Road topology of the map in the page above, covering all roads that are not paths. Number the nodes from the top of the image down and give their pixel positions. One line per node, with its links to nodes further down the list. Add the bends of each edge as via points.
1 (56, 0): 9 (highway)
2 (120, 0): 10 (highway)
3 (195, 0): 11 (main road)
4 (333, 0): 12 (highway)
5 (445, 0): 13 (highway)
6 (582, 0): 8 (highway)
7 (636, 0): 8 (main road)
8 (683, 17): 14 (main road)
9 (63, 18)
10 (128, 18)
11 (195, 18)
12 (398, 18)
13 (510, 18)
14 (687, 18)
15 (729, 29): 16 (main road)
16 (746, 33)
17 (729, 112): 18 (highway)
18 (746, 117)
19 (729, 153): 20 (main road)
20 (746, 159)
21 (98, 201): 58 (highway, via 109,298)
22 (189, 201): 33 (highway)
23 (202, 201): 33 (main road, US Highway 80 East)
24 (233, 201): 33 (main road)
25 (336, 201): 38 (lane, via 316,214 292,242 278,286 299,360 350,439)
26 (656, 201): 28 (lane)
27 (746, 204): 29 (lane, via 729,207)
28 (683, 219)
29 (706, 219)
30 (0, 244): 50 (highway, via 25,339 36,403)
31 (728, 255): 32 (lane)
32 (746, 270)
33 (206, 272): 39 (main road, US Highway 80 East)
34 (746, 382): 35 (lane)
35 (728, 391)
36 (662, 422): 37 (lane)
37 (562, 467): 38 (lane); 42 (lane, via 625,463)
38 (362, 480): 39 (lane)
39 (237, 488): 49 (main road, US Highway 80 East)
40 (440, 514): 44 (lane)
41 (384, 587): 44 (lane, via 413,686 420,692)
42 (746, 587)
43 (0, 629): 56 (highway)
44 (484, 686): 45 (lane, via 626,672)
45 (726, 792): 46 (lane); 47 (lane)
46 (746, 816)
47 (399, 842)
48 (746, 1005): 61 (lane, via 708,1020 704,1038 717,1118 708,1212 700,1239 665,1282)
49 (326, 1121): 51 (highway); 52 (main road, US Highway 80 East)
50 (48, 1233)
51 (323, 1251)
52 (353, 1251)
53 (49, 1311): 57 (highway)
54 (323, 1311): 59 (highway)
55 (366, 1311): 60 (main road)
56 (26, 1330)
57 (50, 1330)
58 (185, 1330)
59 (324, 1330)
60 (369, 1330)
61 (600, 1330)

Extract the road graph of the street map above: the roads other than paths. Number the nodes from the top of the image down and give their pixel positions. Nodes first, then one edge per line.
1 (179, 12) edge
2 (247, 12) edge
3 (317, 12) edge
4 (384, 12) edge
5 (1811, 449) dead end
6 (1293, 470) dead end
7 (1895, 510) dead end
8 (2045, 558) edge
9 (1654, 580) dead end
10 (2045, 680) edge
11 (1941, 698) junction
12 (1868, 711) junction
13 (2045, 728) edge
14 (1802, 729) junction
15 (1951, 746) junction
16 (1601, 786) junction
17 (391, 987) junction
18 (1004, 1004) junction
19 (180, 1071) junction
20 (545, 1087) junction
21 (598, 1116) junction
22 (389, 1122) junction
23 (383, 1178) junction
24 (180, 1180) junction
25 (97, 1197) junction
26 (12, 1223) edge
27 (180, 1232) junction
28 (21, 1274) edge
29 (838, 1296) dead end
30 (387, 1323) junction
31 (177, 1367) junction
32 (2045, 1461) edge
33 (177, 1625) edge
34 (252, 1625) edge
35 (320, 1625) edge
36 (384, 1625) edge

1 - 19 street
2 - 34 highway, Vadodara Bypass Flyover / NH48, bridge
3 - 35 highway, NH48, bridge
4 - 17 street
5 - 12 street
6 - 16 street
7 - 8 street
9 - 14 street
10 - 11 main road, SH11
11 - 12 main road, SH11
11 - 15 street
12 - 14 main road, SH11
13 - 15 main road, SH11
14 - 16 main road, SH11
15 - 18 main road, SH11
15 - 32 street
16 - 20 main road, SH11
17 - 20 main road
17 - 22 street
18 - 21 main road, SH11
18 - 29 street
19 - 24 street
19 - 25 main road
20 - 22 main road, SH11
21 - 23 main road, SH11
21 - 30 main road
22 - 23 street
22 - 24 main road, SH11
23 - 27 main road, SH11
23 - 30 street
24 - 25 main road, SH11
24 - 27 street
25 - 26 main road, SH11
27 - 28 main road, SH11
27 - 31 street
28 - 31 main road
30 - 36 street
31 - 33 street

▶ **TASK STATEMENT**
The records above need to be retyped in full, exactly as they stand.

▶ **TASK ANSWER**
Road topology of the map in the page above, covering all roads that are not paths. Number the nodes from the top of the image down and give their pixel positions. One line per node, with its links to nodes further down the list. Add the bends of each edge as via points.
1 (56, 0): 9 (highway)
2 (120, 0): 10 (highway)
3 (195, 0): 11 (main road)
4 (333, 0): 12 (highway)
5 (445, 0): 13 (highway)
6 (582, 0): 8 (highway)
7 (636, 0): 8 (main road)
8 (683, 17): 14 (main road)
9 (63, 18)
10 (128, 18)
11 (195, 18)
12 (398, 18)
13 (510, 18)
14 (687, 18)
15 (729, 29): 16 (main road)
16 (746, 33)
17 (729, 112): 18 (highway)
18 (746, 117)
19 (729, 153): 20 (main road)
20 (746, 159)
21 (98, 201): 58 (highway, via 109,298)
22 (189, 201): 33 (highway)
23 (202, 201): 33 (main road, US Highway 80 East)
24 (233, 201): 33 (main road)
25 (336, 201): 38 (lane, via 316,214 292,242 278,286 299,360 350,439)
26 (656, 201): 28 (lane)
27 (746, 204): 29 (lane, via 729,207)
28 (683, 219)
29 (706, 219)
30 (0, 244): 50 (highway, via 25,339 36,403)
31 (728, 255): 32 (lane)
32 (746, 270)
33 (206, 272): 39 (main road, US Highway 80 East)
34 (746, 382): 35 (lane)
35 (728, 391)
36 (662, 422): 37 (lane)
37 (562, 467): 38 (lane); 42 (lane, via 625,463)
38 (362, 480): 39 (lane)
39 (237, 488): 49 (main road, US Highway 80 East)
40 (440, 514): 44 (lane)
41 (384, 587): 44 (lane, via 413,686 420,692)
42 (746, 587)
43 (0, 629): 56 (highway)
44 (484, 686): 45 (lane, via 626,672)
45 (726, 792): 46 (lane); 47 (lane)
46 (746, 816)
47 (399, 842)
48 (746, 1005): 61 (lane, via 708,1020 704,1038 717,1118 708,1212 700,1239 665,1282)
49 (326, 1121): 51 (highway); 52 (main road, US Highway 80 East)
50 (48, 1233)
51 (323, 1251)
52 (353, 1251)
53 (49, 1311): 57 (highway)
54 (323, 1311): 59 (highway)
55 (366, 1311): 60 (main road)
56 (26, 1330)
57 (50, 1330)
58 (185, 1330)
59 (324, 1330)
60 (369, 1330)
61 (600, 1330)

Extract the road graph of the street map above: the roads other than paths. Number the nodes from the top of the image down and give their pixel positions. Nodes first, then one edge per line.
1 (179, 12) edge
2 (247, 12) edge
3 (317, 12) edge
4 (384, 12) edge
5 (1811, 449) dead end
6 (1293, 470) dead end
7 (1895, 510) dead end
8 (2045, 558) edge
9 (1654, 580) dead end
10 (2045, 680) edge
11 (1941, 698) junction
12 (1868, 711) junction
13 (2045, 728) edge
14 (1802, 729) junction
15 (1951, 746) junction
16 (1601, 786) junction
17 (391, 987) junction
18 (1004, 1004) junction
19 (180, 1071) junction
20 (545, 1087) junction
21 (598, 1116) junction
22 (389, 1122) junction
23 (383, 1178) junction
24 (180, 1180) junction
25 (97, 1197) junction
26 (12, 1223) edge
27 (180, 1232) junction
28 (21, 1274) edge
29 (838, 1296) dead end
30 (387, 1323) junction
31 (177, 1367) junction
32 (2045, 1461) edge
33 (177, 1625) edge
34 (252, 1625) edge
35 (320, 1625) edge
36 (384, 1625) edge

1 - 19 street
2 - 34 highway, Vadodara Bypass Flyover / NH48, bridge
3 - 35 highway, NH48, bridge
4 - 17 street
5 - 12 street
6 - 16 street
7 - 8 street
9 - 14 street
10 - 11 main road, SH11
11 - 12 main road, SH11
11 - 15 street
12 - 14 main road, SH11
13 - 15 main road, SH11
14 - 16 main road, SH11
15 - 18 main road, SH11
15 - 32 street
16 - 20 main road, SH11
17 - 20 main road
17 - 22 street
18 - 21 main road, SH11
18 - 29 street
19 - 24 street
19 - 25 main road
20 - 22 main road, SH11
21 - 23 main road, SH11
21 - 30 main road
22 - 23 street
22 - 24 main road, SH11
23 - 27 main road, SH11
23 - 30 street
24 - 25 main road, SH11
24 - 27 street
25 - 26 main road, SH11
27 - 28 main road, SH11
27 - 31 street
28 - 31 main road
30 - 36 street
31 - 33 street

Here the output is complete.